[[ Extracted records, beginning ]]

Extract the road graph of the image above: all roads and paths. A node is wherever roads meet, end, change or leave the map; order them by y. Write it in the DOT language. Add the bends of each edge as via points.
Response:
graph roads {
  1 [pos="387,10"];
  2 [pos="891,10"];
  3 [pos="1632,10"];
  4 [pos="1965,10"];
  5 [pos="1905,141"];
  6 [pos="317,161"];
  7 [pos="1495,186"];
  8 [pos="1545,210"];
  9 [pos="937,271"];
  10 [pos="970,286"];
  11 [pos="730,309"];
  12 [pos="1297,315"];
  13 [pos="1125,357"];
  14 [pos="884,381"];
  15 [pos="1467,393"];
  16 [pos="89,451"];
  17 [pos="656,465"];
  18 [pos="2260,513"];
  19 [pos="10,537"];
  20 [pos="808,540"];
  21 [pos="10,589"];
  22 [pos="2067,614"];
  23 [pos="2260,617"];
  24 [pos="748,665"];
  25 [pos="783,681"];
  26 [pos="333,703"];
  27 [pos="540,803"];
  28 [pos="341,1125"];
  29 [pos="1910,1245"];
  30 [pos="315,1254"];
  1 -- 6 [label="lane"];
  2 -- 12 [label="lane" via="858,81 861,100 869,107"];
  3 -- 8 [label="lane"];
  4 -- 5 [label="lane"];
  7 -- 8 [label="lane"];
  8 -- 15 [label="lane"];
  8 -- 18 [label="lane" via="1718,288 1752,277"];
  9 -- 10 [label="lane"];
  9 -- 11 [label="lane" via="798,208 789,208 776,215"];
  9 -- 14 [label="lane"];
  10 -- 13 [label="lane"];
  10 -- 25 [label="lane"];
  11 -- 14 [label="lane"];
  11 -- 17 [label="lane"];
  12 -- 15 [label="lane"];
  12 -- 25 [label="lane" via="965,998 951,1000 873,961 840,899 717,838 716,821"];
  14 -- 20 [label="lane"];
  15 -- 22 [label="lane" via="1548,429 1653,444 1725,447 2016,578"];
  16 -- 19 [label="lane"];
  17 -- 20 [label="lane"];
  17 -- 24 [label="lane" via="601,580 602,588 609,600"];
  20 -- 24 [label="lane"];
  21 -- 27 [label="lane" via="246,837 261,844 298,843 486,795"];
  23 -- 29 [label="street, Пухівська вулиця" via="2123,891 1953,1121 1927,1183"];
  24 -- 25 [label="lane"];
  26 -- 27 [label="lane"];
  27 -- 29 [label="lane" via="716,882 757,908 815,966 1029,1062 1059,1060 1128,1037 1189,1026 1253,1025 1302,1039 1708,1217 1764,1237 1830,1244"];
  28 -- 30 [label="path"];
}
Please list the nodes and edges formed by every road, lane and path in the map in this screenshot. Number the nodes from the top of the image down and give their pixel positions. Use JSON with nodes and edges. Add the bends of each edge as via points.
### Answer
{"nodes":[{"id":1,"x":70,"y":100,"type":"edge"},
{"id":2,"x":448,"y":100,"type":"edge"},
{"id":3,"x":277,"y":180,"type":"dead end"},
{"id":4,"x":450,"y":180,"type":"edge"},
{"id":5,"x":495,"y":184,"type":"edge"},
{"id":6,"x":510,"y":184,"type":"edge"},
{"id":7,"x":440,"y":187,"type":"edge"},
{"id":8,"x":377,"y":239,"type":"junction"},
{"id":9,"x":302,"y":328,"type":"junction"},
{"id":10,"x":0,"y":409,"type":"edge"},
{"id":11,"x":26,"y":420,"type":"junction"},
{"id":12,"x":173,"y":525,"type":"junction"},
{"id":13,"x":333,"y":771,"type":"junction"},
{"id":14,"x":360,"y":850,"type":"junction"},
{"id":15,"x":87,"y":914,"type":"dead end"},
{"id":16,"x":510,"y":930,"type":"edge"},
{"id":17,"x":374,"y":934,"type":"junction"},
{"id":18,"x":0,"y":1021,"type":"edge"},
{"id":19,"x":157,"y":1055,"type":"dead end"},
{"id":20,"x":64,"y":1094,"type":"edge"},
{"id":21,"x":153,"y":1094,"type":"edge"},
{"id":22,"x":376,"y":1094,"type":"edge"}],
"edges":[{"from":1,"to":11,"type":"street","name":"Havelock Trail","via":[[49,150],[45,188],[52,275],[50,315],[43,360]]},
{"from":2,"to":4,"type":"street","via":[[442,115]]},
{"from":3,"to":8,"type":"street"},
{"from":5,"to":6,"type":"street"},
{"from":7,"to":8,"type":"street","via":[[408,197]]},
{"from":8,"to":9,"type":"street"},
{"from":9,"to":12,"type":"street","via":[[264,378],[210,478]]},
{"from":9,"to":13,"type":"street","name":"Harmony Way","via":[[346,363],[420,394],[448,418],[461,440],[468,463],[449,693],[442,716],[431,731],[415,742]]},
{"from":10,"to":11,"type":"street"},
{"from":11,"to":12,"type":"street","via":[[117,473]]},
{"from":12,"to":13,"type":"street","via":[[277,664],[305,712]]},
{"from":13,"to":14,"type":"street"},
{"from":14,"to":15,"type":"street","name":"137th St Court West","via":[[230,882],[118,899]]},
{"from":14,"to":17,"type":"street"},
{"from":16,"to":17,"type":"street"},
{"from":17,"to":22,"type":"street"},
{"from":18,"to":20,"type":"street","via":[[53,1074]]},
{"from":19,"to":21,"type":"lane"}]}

[[ Extracted records, end ]]

Exercise description
All of the records need to be transcribed exactly.

Exercise result
Extract the road graph of the image above: all roads and paths. A node is wherever roads meet, end, change or leave the map; order them by y. Write it in the DOT language. Add the bends of each edge as via points.
Response:
graph roads {
  1 [pos="387,10"];
  2 [pos="891,10"];
  3 [pos="1632,10"];
  4 [pos="1965,10"];
  5 [pos="1905,141"];
  6 [pos="317,161"];
  7 [pos="1495,186"];
  8 [pos="1545,210"];
  9 [pos="937,271"];
  10 [pos="970,286"];
  11 [pos="730,309"];
  12 [pos="1297,315"];
  13 [pos="1125,357"];
  14 [pos="884,381"];
  15 [pos="1467,393"];
  16 [pos="89,451"];
  17 [pos="656,465"];
  18 [pos="2260,513"];
  19 [pos="10,537"];
  20 [pos="808,540"];
  21 [pos="10,589"];
  22 [pos="2067,614"];
  23 [pos="2260,617"];
  24 [pos="748,665"];
  25 [pos="783,681"];
  26 [pos="333,703"];
  27 [pos="540,803"];
  28 [pos="341,1125"];
  29 [pos="1910,1245"];
  30 [pos="315,1254"];
  1 -- 6 [label="lane"];
  2 -- 12 [label="lane" via="858,81 861,100 869,107"];
  3 -- 8 [label="lane"];
  4 -- 5 [label="lane"];
  7 -- 8 [label="lane"];
  8 -- 15 [label="lane"];
  8 -- 18 [label="lane" via="1718,288 1752,277"];
  9 -- 10 [label="lane"];
  9 -- 11 [label="lane" via="798,208 789,208 776,215"];
  9 -- 14 [label="lane"];
  10 -- 13 [label="lane"];
  10 -- 25 [label="lane"];
  11 -- 14 [label="lane"];
  11 -- 17 [label="lane"];
  12 -- 15 [label="lane"];
  12 -- 25 [label="lane" via="965,998 951,1000 873,961 840,899 717,838 716,821"];
  14 -- 20 [label="lane"];
  15 -- 22 [label="lane" via="1548,429 1653,444 1725,447 2016,578"];
  16 -- 19 [label="lane"];
  17 -- 20 [label="lane"];
  17 -- 24 [label="lane" via="601,580 602,588 609,600"];
  20 -- 24 [label="lane"];
  21 -- 27 [label="lane" via="246,837 261,844 298,843 486,795"];
  23 -- 29 [label="street, Пухівська вулиця" via="2123,891 1953,1121 1927,1183"];
  24 -- 25 [label="lane"];
  26 -- 27 [label="lane"];
  27 -- 29 [label="lane" via="716,882 757,908 815,966 1029,1062 1059,1060 1128,1037 1189,1026 1253,1025 1302,1039 1708,1217 1764,1237 1830,1244"];
  28 -- 30 [label="path"];
}
Please list the nodes and edges formed by every road, lane and path in the map in this screenshot. Number the nodes from the top of the image down and give their pixel positions. Use JSON with nodes and edges. Add the bends of each edge as via points.
### Answer
{"nodes":[{"id":1,"x":70,"y":100,"type":"edge"},
{"id":2,"x":448,"y":100,"type":"edge"},
{"id":3,"x":277,"y":180,"type":"dead end"},
{"id":4,"x":450,"y":180,"type":"edge"},
{"id":5,"x":495,"y":184,"type":"edge"},
{"id":6,"x":510,"y":184,"type":"edge"},
{"id":7,"x":440,"y":187,"type":"edge"},
{"id":8,"x":377,"y":239,"type":"junction"},
{"id":9,"x":302,"y":328,"type":"junction"},
{"id":10,"x":0,"y":409,"type":"edge"},
{"id":11,"x":26,"y":420,"type":"junction"},
{"id":12,"x":173,"y":525,"type":"junction"},
{"id":13,"x":333,"y":771,"type":"junction"},
{"id":14,"x":360,"y":850,"type":"junction"},
{"id":15,"x":87,"y":914,"type":"dead end"},
{"id":16,"x":510,"y":930,"type":"edge"},
{"id":17,"x":374,"y":934,"type":"junction"},
{"id":18,"x":0,"y":1021,"type":"edge"},
{"id":19,"x":157,"y":1055,"type":"dead end"},
{"id":20,"x":64,"y":1094,"type":"edge"},
{"id":21,"x":153,"y":1094,"type":"edge"},
{"id":22,"x":376,"y":1094,"type":"edge"}],
"edges":[{"from":1,"to":11,"type":"street","name":"Havelock Trail","via":[[49,150],[45,188],[52,275],[50,315],[43,360]]},
{"from":2,"to":4,"type":"street","via":[[442,115]]},
{"from":3,"to":8,"type":"street"},
{"from":5,"to":6,"type":"street"},
{"from":7,"to":8,"type":"street","via":[[408,197]]},
{"from":8,"to":9,"type":"street"},
{"from":9,"to":12,"type":"street","via":[[264,378],[210,478]]},
{"from":9,"to":13,"type":"street","name":"Harmony Way","via":[[346,363],[420,394],[448,418],[461,440],[468,463],[449,693],[442,716],[431,731],[415,742]]},
{"from":10,"to":11,"type":"street"},
{"from":11,"to":12,"type":"street","via":[[117,473]]},
{"from":12,"to":13,"type":"street","via":[[277,664],[305,712]]},
{"from":13,"to":14,"type":"street"},
{"from":14,"to":15,"type":"street","name":"137th St Court West","via":[[230,882],[118,899]]},
{"from":14,"to":17,"type":"street"},
{"from":16,"to":17,"type":"street"},
{"from":17,"to":22,"type":"street"},
{"from":18,"to":20,"type":"street","via":[[53,1074]]},
{"from":19,"to":21,"type":"lane"}]}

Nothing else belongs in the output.